Saturday, June 4, 2011


















TO GEORGE MONTAGU, ESQ.
STRAWBERRY HILL              July_ 28, 1765.
The less one is disposed, if one has any sense, to talk of oneself to people that inquire only out of compliment, and do not listen to the answer, the more satisfaction one feels in indulging a self-complacency, by sighing to those that really sympathise with our griefs. Do not think it is pain that makes me give this low-spirited air to my letter.
No, it is the prospect of what is to come, not the sensation of what is passing, that affects me. The loss of youth is melancholy enough; but to enter into old age through the gate of infirmity most disheartening. My health and spirits make me take but slight notice of the transition, and, under the persuasion of temperance being a talisman, I marched boldly on towards the descent of the hill, knowing I must fall at last, but not suspecting that I should stumble by the way. This confession explains the mortification I feel. A month's confinement to one who never kept his bed a day is a stinging lesson, and has humbled my insolence to almost indifference.

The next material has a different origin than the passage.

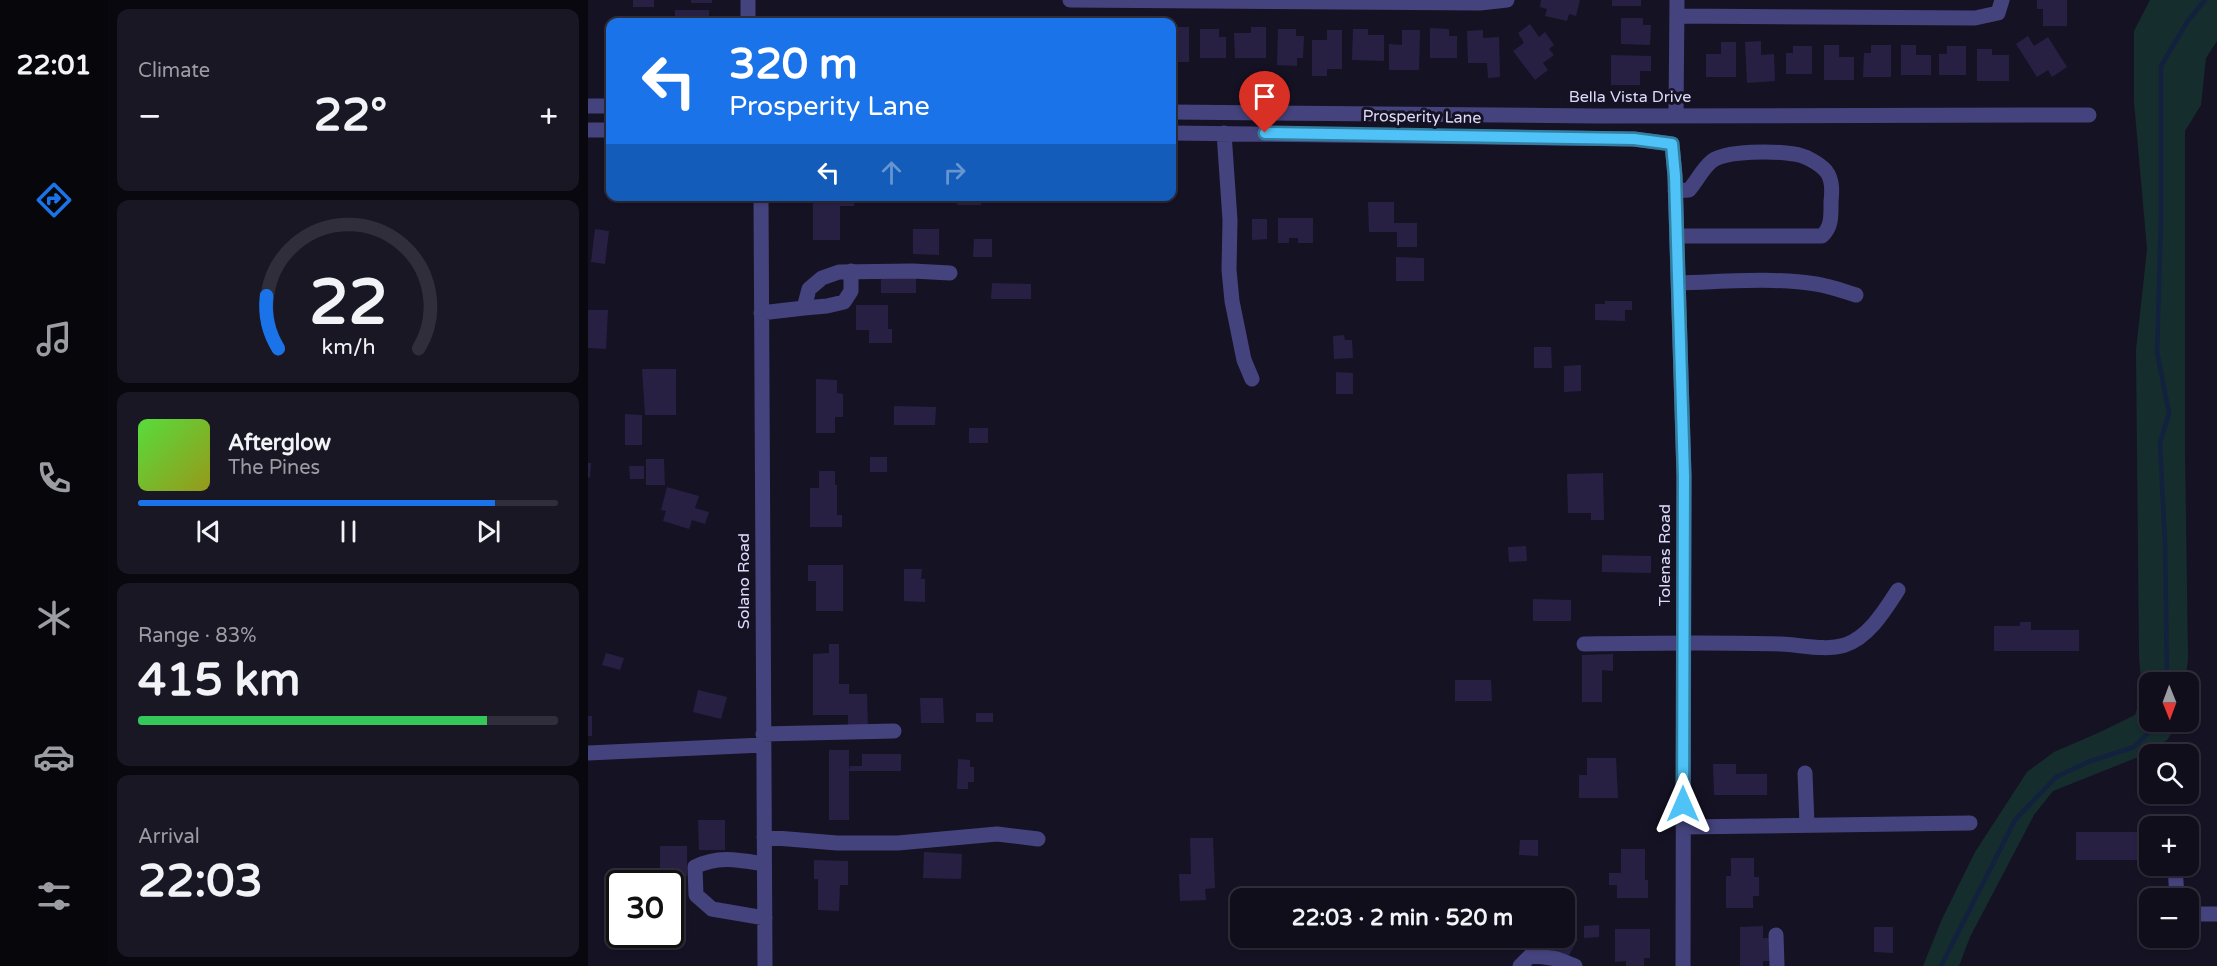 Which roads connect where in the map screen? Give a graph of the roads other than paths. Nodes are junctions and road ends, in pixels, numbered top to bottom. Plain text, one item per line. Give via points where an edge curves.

Judge, then, how little I interest myself about public events. I know nothing of them since I came hither, where I had not only the disappointment of not growing better, but a bad return in one of my feet, so that I am still wrapped up and upon a couch. It was the more unlucky as Lord Hertford is come to England for a very few days. He has offered to come to me; but as I then should see him only for some minutes, I propose being carried to town to-morrow. It will be so long before I can expect to be able to travel, that my French journey will certainly not take place so soon as I intended, and if Lord Hertford goes to Ireland, I shall be still more fluctuating; for though the Duke and Duchess of Richmond will replace them at Paris, and are as eager to have me with them, I have had so many more years heaped upon me within this month, that I have not the conscience to trouble young people, when I can no longer be as juvenile as they are.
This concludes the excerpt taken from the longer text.